Why Machine Learning?

To begin the conversation, we want to spend this first entry talking specifically about the relationship between ML and game AI. Most game AI that currently exists is hand coded, consisting of decision-trees with sometimes up to thousands of rules. All of which must be maintained by hand, and thoroughly tested. In contrast, ML relies on algorithms which can make sense of raw data, without the need of an expert to define how to interpret that data.

Take for example the computer vision problem of classifying the content of an image. Until a few years ago, experts would write filters by hand that would extract useful features for classifying an image as containing a cat or dog. In contrast, ML and in particular the newer Deep Learning approaches, only need the images and class labels and learn the useful features automatically. We believe that this automated learning can help simplify and speed up the process of creating games for developers both big and small, in addition to opening up the possibilities of the Unity platform being used in a wider array of contexts such as simulations of ML scenarios.

This automated learning can be applied specifically to game agent behavior a.k.a. NPCs. We can use Reinforcement Learning (RL) to train agents to estimate the value of taking actions within an environment. Once they have been trained, these agents can take actions to receive the most value, without ever having to be explicitly programmed how to act. The rest of this post is going to consist of a simple introduction to Reinforcement Learning (RL) and a walkthrough of how to implement a simple RL algorithm in Unity! And of course all the code used in this post is available in the Github repository here.  You can also access a WebGL demo.

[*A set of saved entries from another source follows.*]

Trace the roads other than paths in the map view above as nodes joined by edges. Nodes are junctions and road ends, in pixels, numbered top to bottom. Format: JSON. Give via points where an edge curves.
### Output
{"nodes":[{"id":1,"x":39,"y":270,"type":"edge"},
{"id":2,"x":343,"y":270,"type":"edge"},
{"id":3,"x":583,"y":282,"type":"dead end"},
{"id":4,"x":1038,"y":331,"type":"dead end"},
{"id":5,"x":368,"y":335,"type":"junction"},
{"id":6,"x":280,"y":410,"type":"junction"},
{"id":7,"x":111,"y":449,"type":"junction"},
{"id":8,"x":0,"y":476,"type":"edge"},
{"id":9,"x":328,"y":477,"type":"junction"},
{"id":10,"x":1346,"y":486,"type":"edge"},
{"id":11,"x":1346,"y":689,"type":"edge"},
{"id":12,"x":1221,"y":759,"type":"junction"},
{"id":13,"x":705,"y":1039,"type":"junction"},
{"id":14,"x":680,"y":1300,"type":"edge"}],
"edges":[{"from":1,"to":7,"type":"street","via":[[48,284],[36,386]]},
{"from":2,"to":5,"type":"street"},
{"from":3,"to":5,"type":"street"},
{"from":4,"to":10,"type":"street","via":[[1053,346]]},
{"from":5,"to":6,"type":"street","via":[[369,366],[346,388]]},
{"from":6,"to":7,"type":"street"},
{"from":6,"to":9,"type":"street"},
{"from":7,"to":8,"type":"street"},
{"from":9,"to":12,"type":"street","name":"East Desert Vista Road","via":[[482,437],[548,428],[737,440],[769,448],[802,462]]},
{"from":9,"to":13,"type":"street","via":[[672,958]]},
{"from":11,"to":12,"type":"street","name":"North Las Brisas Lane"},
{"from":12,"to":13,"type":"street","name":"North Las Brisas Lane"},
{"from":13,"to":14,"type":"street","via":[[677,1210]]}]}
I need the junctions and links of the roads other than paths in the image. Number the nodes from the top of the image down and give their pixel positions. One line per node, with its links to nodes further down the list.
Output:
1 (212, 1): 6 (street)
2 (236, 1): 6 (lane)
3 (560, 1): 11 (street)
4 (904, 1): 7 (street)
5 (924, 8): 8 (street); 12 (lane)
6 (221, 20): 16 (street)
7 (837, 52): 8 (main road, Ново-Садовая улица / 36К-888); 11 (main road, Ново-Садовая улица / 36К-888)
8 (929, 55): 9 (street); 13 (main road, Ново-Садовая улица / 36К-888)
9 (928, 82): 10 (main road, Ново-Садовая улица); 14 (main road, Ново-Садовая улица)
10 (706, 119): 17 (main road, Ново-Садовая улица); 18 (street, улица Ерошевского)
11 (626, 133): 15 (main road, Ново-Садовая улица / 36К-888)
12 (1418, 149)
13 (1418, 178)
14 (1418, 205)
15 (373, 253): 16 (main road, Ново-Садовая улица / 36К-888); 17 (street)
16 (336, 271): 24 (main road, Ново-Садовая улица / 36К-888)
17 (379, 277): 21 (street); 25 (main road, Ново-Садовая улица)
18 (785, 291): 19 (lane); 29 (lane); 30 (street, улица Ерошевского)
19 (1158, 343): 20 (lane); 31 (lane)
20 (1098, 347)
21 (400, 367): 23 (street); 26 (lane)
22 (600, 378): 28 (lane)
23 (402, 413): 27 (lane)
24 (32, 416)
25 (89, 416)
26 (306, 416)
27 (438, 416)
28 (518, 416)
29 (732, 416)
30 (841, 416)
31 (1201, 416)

Reinforcement Learning with Bandits

As mentioned above, a core concept behind RL is the estimation of value, and acting on that value estimate. Before going further, it will be helpful to introduce some terminology. In RL, what performs the acting is called an agent, and what it uses to make decisions about its actions is called a policy. An agent is always embedded within an environment and at any given moment the agent is in a certain state. From that state, it can take one of a set of actions. The value of a given state refers to how ultimately rewarding it is to be in that state. Taking an action in a state can bring an agent to a new state, provide a reward, or both. The total cumulative reward is what all RL agent try to maximize over time.

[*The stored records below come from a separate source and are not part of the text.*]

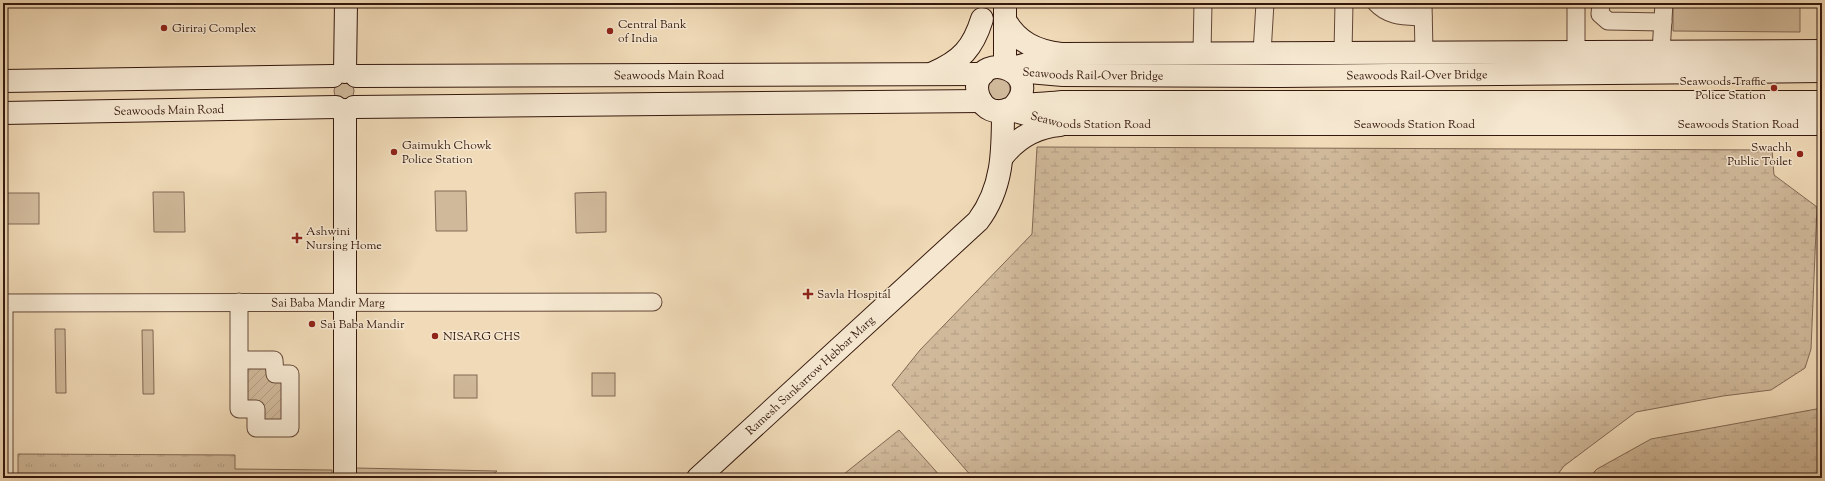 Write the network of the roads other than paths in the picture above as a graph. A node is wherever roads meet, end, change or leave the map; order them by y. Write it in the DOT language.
graph roads {
  1 [pos="346,3"];
  2 [pos="1203,3"];
  3 [pos="1265,3"];
  4 [pos="1344,3"];
  5 [pos="1376,3"];
  6 [pos="1576,3"];
  7 [pos="1601,3"];
  8 [pos="1664,3"];
  9 [pos="1423,10"];
  10 [pos="982,11"];
  11 [pos="1005,11"];
  12 [pos="1663,22"];
  13 [pos="1822,51"];
  14 [pos="1576,52"];
  15 [pos="1661,52"];
  16 [pos="1202,53"];
  17 [pos="1262,53"];
  18 [pos="1343,53"];
  19 [pos="1424,53"];
  20 [pos="1063,54"];
  21 [pos="999,70"];
  22 [pos="1822,71"];
  23 [pos="931,74"];
  24 [pos="345,75"];
  25 [pos="3,81"];
  26 [pos="981,101"];
  27 [pos="1822,102"];
  28 [pos="345,108"];
  29 [pos="1008,109"];
  30 [pos="3,113"];
  31 [pos="1064,124"];
  32 [pos="1822,124"];
  33 [pos="1002,156"];
  34 [pos="239,302"];
  35 [pos="345,302"];
  36 [pos="653,302"];
  37 [pos="3,303"];
  38 [pos="239,360"];
  39 [pos="4,478"];
  40 [pos="345,478"];
  41 [pos="698,478"];
  1 -- 24 [label="main road"];
  2 -- 16 [label="street"];
  3 -- 17 [label="street"];
  4 -- 18 [label="street"];
  5 -- 9 [label="street"];
  6 -- 14 [label="street"];
  7 -- 12 [label="street"];
  8 -- 12 [label="street"];
  9 -- 19 [label="street"];
  10 -- 21 [label="main road"];
  10 -- 23 [label="main road"];
  11 -- 20 [label="main road"];
  11 -- 21 [label="main road"];
  12 -- 15 [label="street"];
  13 -- 15 [label="main road"];
  14 -- 15 [label="main road"];
  14 -- 19 [label="main road"];
  16 -- 17 [label="main road"];
  16 -- 20 [label="main road"];
  17 -- 18 [label="main road"];
  18 -- 19 [label="main road"];
  20 -- 21 [label="main road"];
  21 -- 22 [label="main road, Seawoods Rail-Over Bridge"];
  21 -- 23 [label="main road, Seawoods Main Road"];
  21 -- 26 [label="main road"];
  21 -- 29 [label="main road"];
  23 -- 24 [label="main road, Seawoods Main Road"];
  24 -- 25 [label="main road, Seawoods Main Road"];
  24 -- 28 [label="main road"];
  24 -- 28 [label="main road"];
  26 -- 28 [label="main road, Seawoods Main Road"];
  26 -- 29 [label="main road"];
  27 -- 29 [label="main road"];
  28 -- 30 [label="main road, Seawoods Main Road"];
  28 -- 35 [label="main road"];
  29 -- 31 [label="main road, Seawoods Station Road"];
  29 -- 33 [label="main road, Ramesh Sankarrow Hebbar Marg"];
  31 -- 32 [label="main road, Seawoods Station Road"];
  31 -- 33 [label="main road"];
  33 -- 41 [label="main road, Ramesh Sankarrow Hebbar Marg"];
  34 -- 35 [label="street, Sai Baba Mandir Marg"];
  34 -- 37 [label="street, Sai Baba Mandir Marg"];
  34 -- 38 [label="street"];
  35 -- 36 [label="street, Sai Baba Mandir Marg"];
  35 -- 40 [label="main road"];
  37 -- 39 [label="street"];
  38 -- 38 [label="street"];
}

The simplest version of an RL problem is called the multi-armed bandit. This name is derived from the problem of optimizing pay-out across multiple slot machines, also referred as “single-arm bandits” given their propensity for stealing quarters from their users. In this set-up, the environment consists of only a single state, and the agent can take one of n actions. Each action provides an immediate reward to the agent. The agent’s goal is to learn to pick the action that provides the greatest reward.

To make this a little more concrete, let’s imagine a scenario within a dungeon-crawler game. The agent enters a room, and finds a number of chests lined up along the wall. Each of these chests have a certain probability of containing either a diamond (reward +1) or an enemy ghost (reward -1).

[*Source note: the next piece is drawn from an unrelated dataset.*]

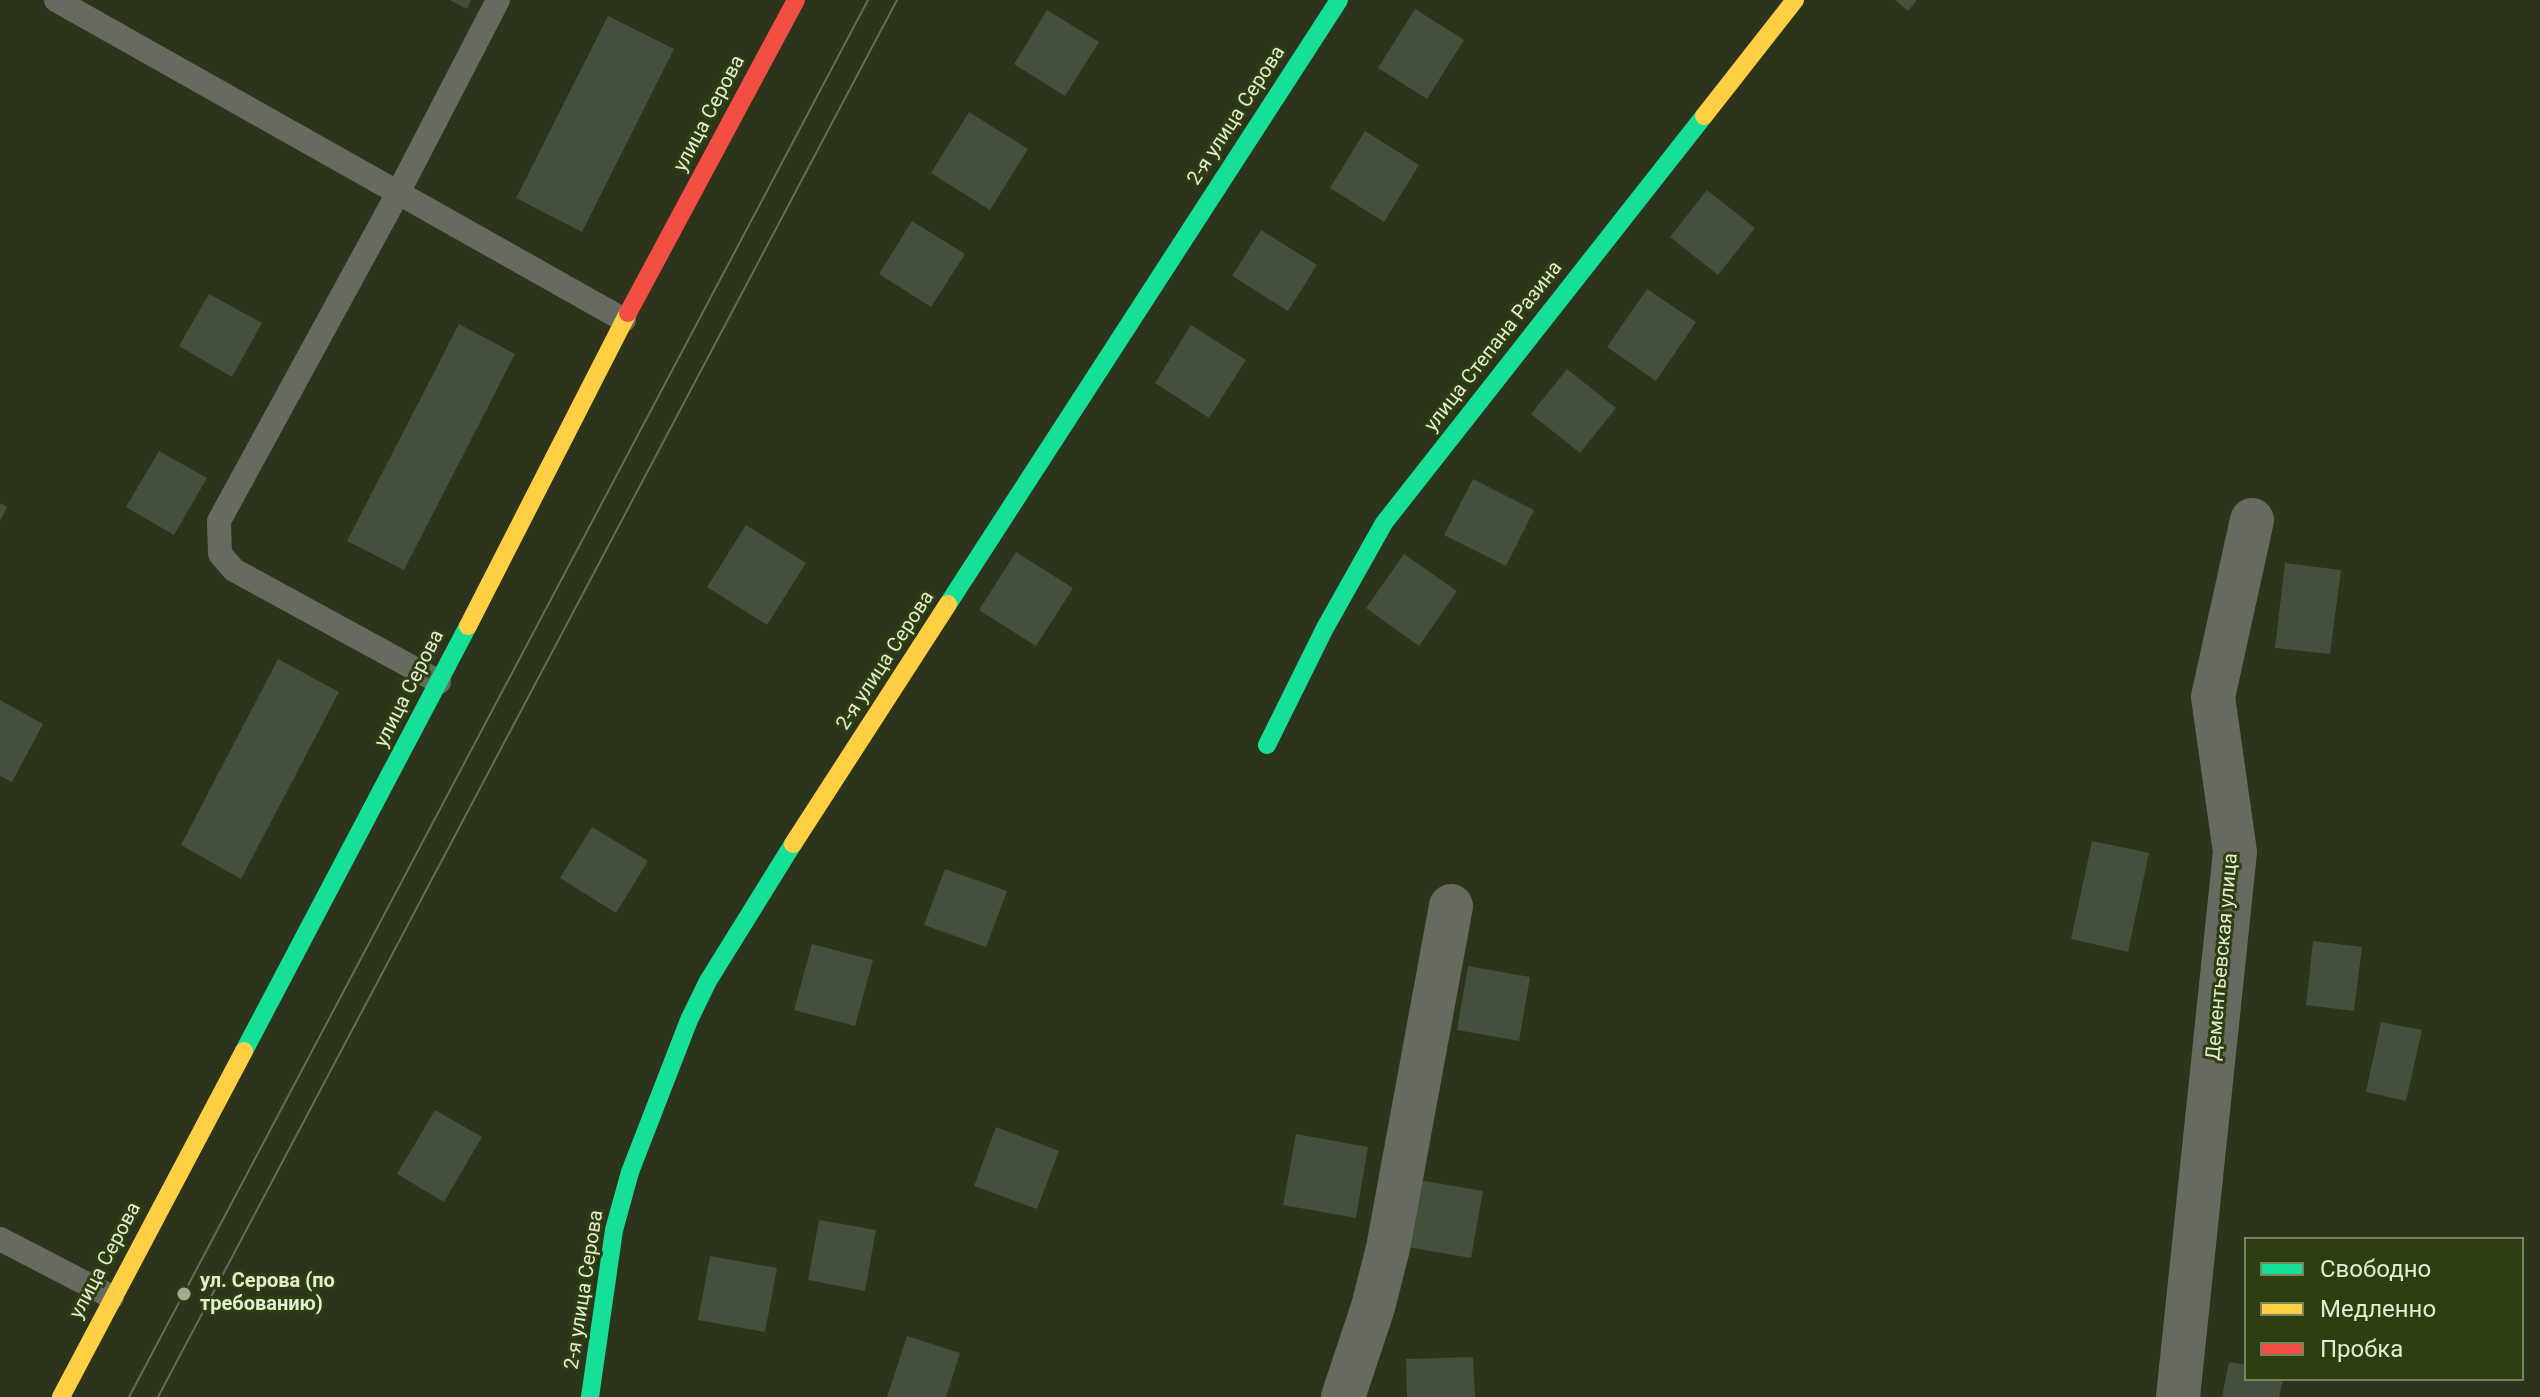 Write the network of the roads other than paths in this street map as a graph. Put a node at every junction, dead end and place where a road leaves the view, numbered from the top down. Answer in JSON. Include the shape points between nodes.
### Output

The goal of the agent is to learn which chest is the most likely to have the diamond (say, for example, third from the right). The natural way to discover which chest is the most rewarding is to try each of the chests out. Indeed, until the agent has learned enough about the world to act optimally much of RL consists of simple trial and error. Bringing the example above back to the RL lingo, the “trying out” of each chest corresponds to taking a series of actions (opening each chest multiple times), and the learning corresponds to updating an estimate of the value of each action. Once we are reasonably certain about our value estimations, we can then have the agent always pick the chest with the highest estimated value.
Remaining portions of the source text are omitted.